Kicking Out: Not every happy team wins silverware, but an unhappy one sure doesn't
LAST Sunday, Laois hurlers won the Joe McDonagh Cup. They celebrated by going on the session, and staying on it on Monday.
When they regrouped for training on Tuesday night, they were “blowing out a lot of black smoke” as coach Niall Corcoran put it.
Five days later they produced the shock of the GAA summer by taking out Dublin.
The lesson is not that a two-day bender the week of a big game is sport science’s new answer to everything.
It’s that in sport, good management is about far more than just what you do on the pitch.
Eddie Brennan has done wonders in terms of building his side’s belief up from a very low base.
The Kilkenny legend and his players will rightly take huge credit for dragging themselves up the hill. It is, after all, just two summers since Dublin scored 2-28 against them in a 16-point win.
The Monday beer thing, though? That was about the management of people, not hurlers.
Keeping a GAA team happy has never been harder. The tutting of county board officials at the size of some inter-county backroom teams ignores the fact that it takes a small army of people to run a team
No manager is an island. Even the best have weaknesses.
Brian Cody is highly regarded for many things, but cosying up to players wouldn’t be one of them.

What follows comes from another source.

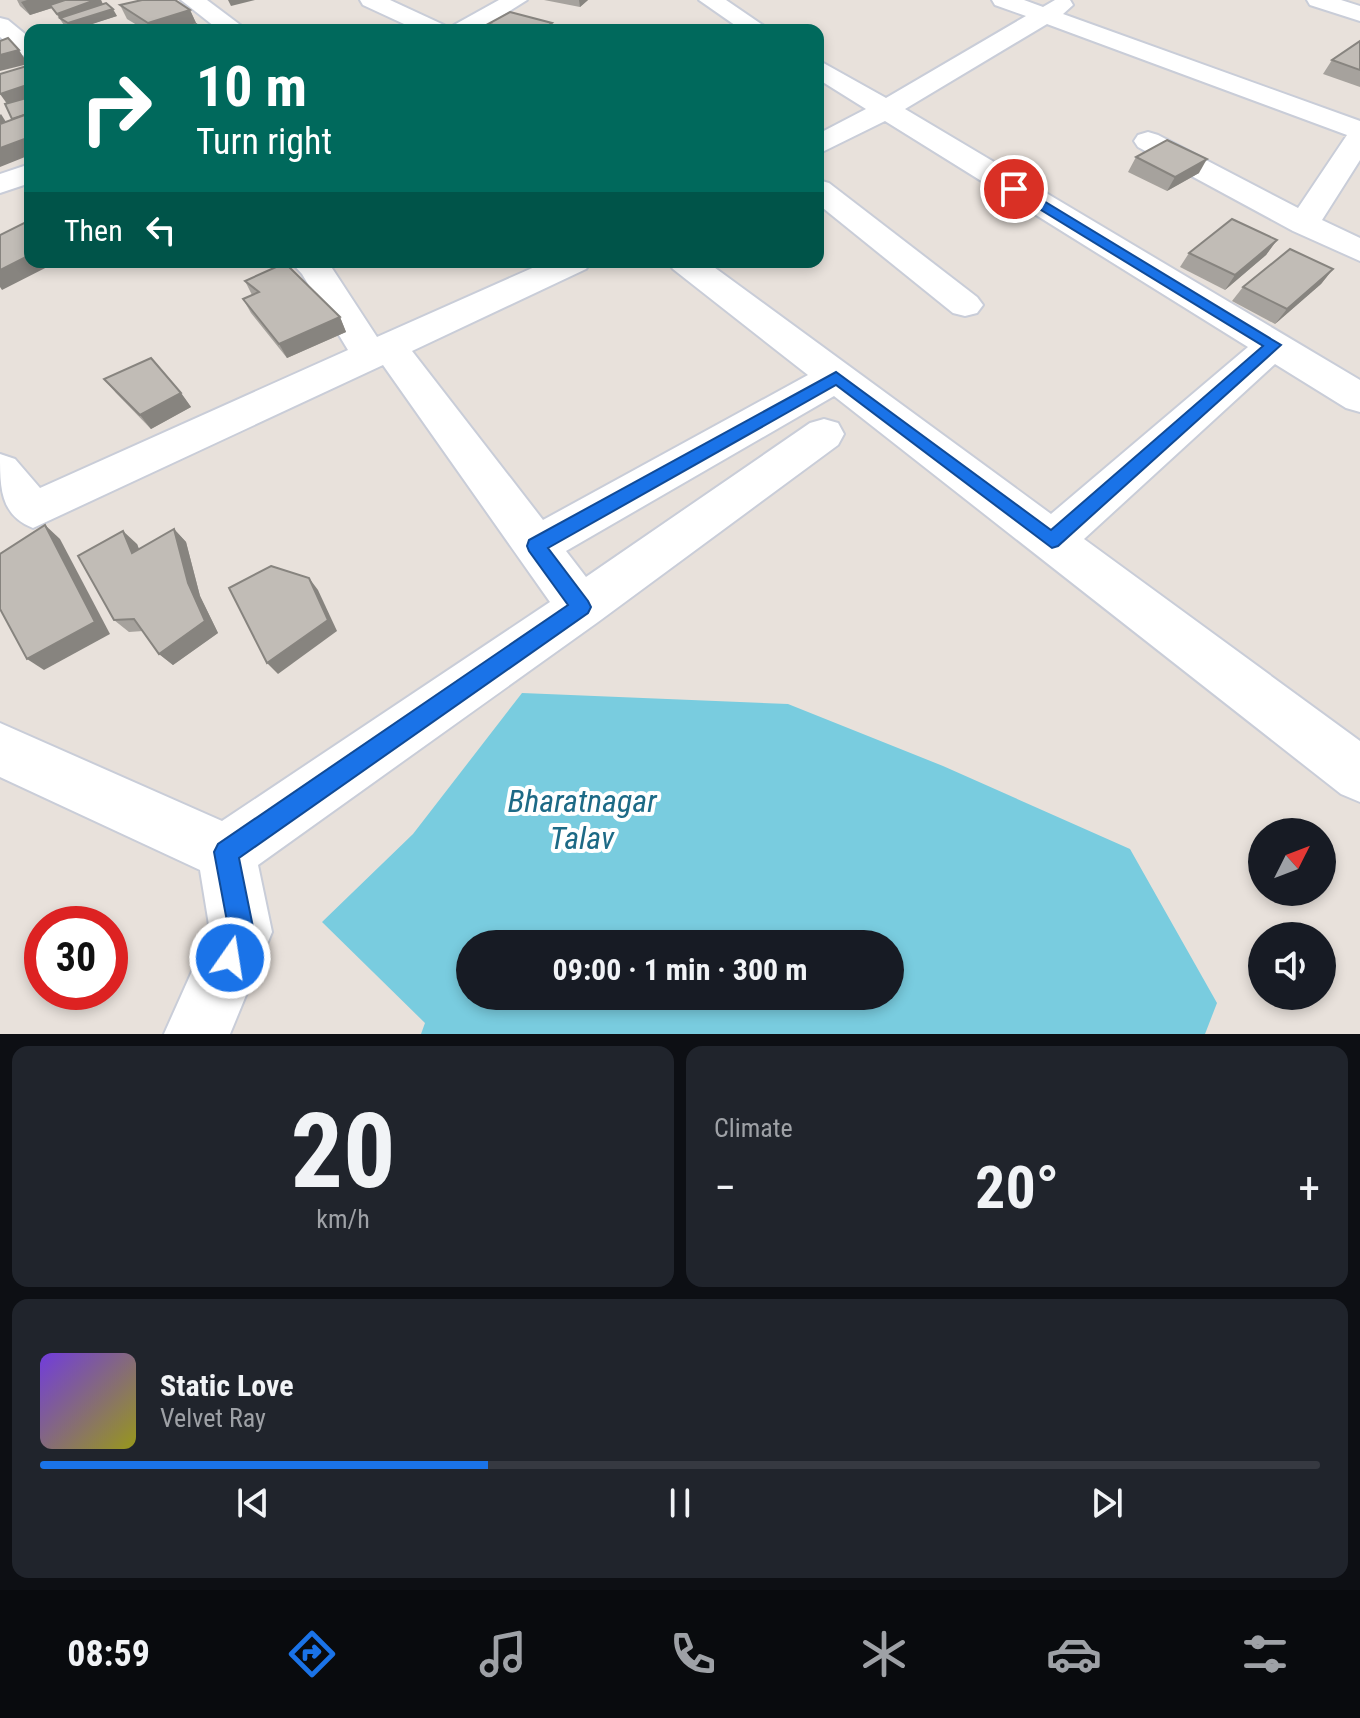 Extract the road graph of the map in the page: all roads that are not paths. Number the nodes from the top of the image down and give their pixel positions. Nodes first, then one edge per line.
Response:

When Jackie Tyrrell retired, he met Cody at a hotel. This was one of his most trusted and valued lieutenants, a clubmate, a man he’d taught in school and brought through a glittering inter-county career.
The meeting lasted seven minutes. When a member of staff asked if they’d like a drink or a menu, Cody replied: ‘No, I’m not hanging around’.
Don’t mistake that, however, for a lack of care on Cody’s part. This is the same man who took JJ Delaney aside in the lead up to the All-Ireland final in 2011.
Knowing his full-back was between jobs, Cody took time out of their preparations for a huge game to enquire about Delaney’s long-term career plans.
“That made me try extra hard for him. There's a payback in that as well. He just doesn't see you as a number.”
What Cody also ensured was that there was a good man-manager in his setup. Martin Fogarty was always a sounding board, and the players need that.
In essence, Brian Cody’s answer to man-management is to ensure he has the right people around him.
Mickey Harte is from a similar school. For Martin Fogarty in Kilkenny, see Tony Donnelly first and Gavin Devlin now in Tyrone.
“Tony acted as, not so much an intermediary, but a softer side of the management team; that person who could get into the players’ minds and communicate with the players in a different way,” said Enda McGinley last year.
That Tyrone team of the noughties had a healthy Monday Club on which Mickey Harte, a teetotaller, learned not to impinge.
The squad was knitting together over the winter of 2002. Many of the successful minors and under-21s were just through, and when they went off on a team holiday, “it half made the thing for the next year” said Philip Jordan.
“There was a batch of us 22, 23 years of age, maybe 15 of us. The craic we had on that holiday was unbelievable.
“You don’t know the older boys right but I remember the first night, big Seamie McCallan had to carry [Peter] Canavan home over his shoulder. It broke the ice. He’s your hero and there he is being carried home over somebody’s shoulder.”
There were times when the players’ enjoyment led to attempts to clamp down, but the agreement became that as long as it didn’t affect the players’ performance then Harte would turn a blind eye.
Very few managers in any sport are able to blend all the skills. There aren’t many Alex Fergusons or Jurgen Klopps around, people that can marry the tactical nuances of their game to the ability to communicate a genuine affection and understanding of the different personalities around them.
Klopp’s mantra in management has been 30 per cent tactics, 70 per cent teambuilding. That has been central to lifting Liverpool out of the doldrums, because no team works like his teams work unless they’re fully bought in.
Most managers are one or the other. When that goes for Brian Cody and Mickey Harte, it goes for most.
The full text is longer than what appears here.